On
voit bien ce que Chaplin a voulu faire dans Charlot musicien
(3ème production chez Mutual, sortie le 10 juillet 1916) :
injecter du sentimentalisme dans son burlesque. Le titre original The
Vagabond place son personnage, chapeau melon, veste étriquée,
petite canne dans la lignée de ce qu'il a fait précédemment. Il
ajoute à sa panoplie un violon et fait la manche dans un café. Mais
une fanfare, semble-t-il bien meilleure, retient plus l'attention des
piliers de bar que son morceau de violon. Il tente de récolter la
recette de la fanfare ce qui provoque une course poursuite dans
l'établissement. Et le vagabond s'enfuit.
Cette
entrée en matière permet d'emmener le public venu assister à des
numéros comiques vers un autre terrain, celui qui va intéresser
Chaplin, une douceur et une part d'humanité plus importante.

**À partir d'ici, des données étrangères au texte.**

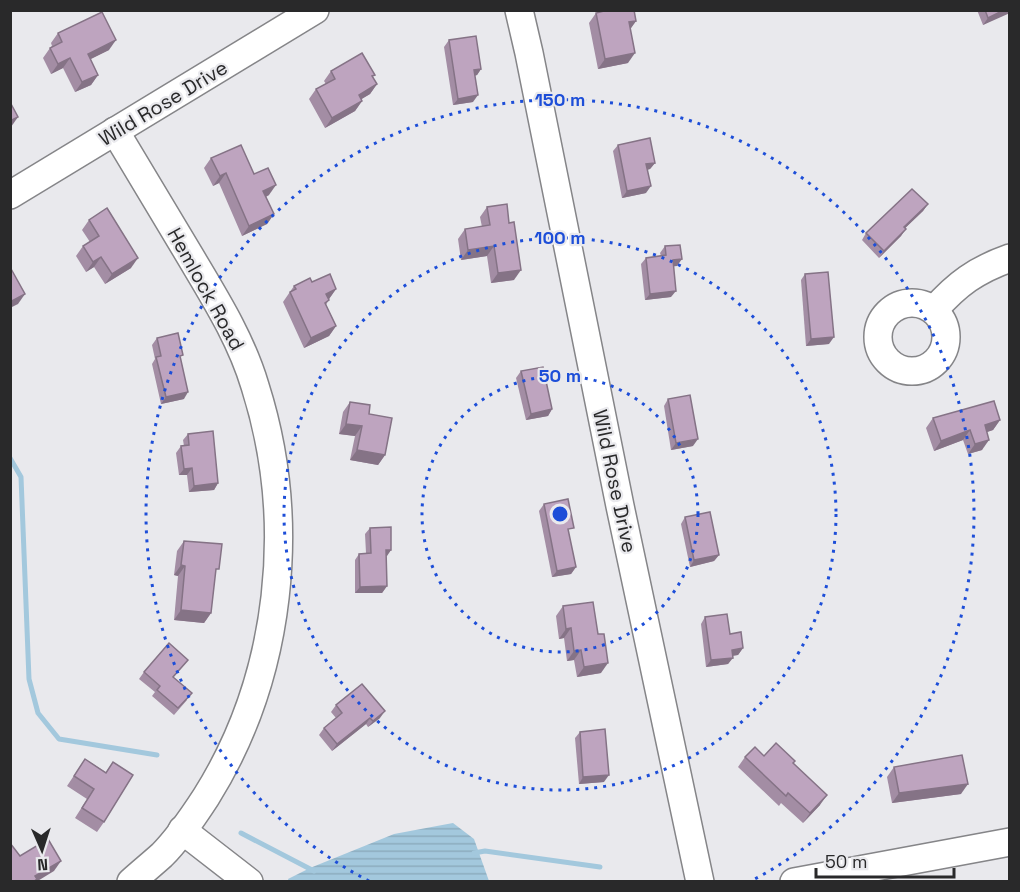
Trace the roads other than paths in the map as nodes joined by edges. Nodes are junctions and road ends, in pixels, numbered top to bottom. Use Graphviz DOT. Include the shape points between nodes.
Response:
graph roads {
  1 [pos="315,10"];
  2 [pos="519,10"];
  3 [pos="115,131"];
  4 [pos="10,195"];
  5 [pos="1010,258"];
  6 [pos="934,310"];
  7 [pos="183,830"];
  8 [pos="1010,842"];
  9 [pos="131,882"];
  10 [pos="249,882"];
  11 [pos="700,882"];
  12 [pos="794,882"];
  1 -- 3 [label="street, Wild Rose Drive"];
  2 -- 11 [label="street, Wild Rose Drive"];
  3 -- 4 [label="street, Wild Rose Drive"];
  3 -- 7 [label="street, Hemlock Road" via="230,323 255,385 271,448 280,526 277,590 266,655 236,741 218,778"];
  5 -- 6 [label="street" via="964,280"];
  7 -- 9 [label="street, Hemlock Road"];
  7 -- 10 [label="street"];
  8 -- 12 [label="street"];
}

Première étape, la mère au visage triste qui contemple le portrait
d'une enfant. Scène suivante, une femme (Edna Purviance) devant une
roulotte de gitans obligée de faire la lessive. Telle une Cendrillon
moderne, elle est martyrisée par une vieille femme dont on dirait
une sorcière et un terrible bonhomme (Eric Campbell) qui la frappe,
la fouette pour qu'elle accomplisse cette corvée. On imagine
aisément que les gitans ont enlevé la fille du portrait et
l'exploitent.
C'est
ce moment-là, puisque la ville ne veut pas de lui, que le vagabond
arrive et propose, contre quelques sous, de jouer du violon à la
jeune femme. Elle n'a rien à lui offrir. Passés quelques gags
comiques (le cul dans le baquet d'eau), Charlot comprend qu'elle est
la souffre-douleur de la mégère et de l'affreux jojo. Il troque son
inoffensive canne pour un gourdin et assomme toute la troupe. Je ne
m'étendrai pas sur l'imagerie des gitans que suggère, sans aucune
nuance, Charlot musicien. Il s'agit d'un burlesque qui tend à
l'exagération extrême. Charlot libère la jeune femme de son joug
et vole la roulotte.
Cela
amène ensuite à une esquisse de romance entre Edna et son
libérateur. Ce dernier veut bien faire et la gâte en lui préparant
en copieux déjeuner. Edna croise alors un peintre qui décide
immédiatement de faire son portrait. Sur le bras d'Edna, il remarque
un marque de naissance en forme de trèfle. Lors de l'exposition, la
mère voit le portrait et retrouve sa fille. Il faut bien le dire, le
système de Charles Chaplin n'est pas encore tout à fait au point,
son sentimentalisme reste un peu mièvre. Le film est trop court (25
minutes) pour vraiment développer la partie des retrouvailles. On
sait qu'il s'améliorera.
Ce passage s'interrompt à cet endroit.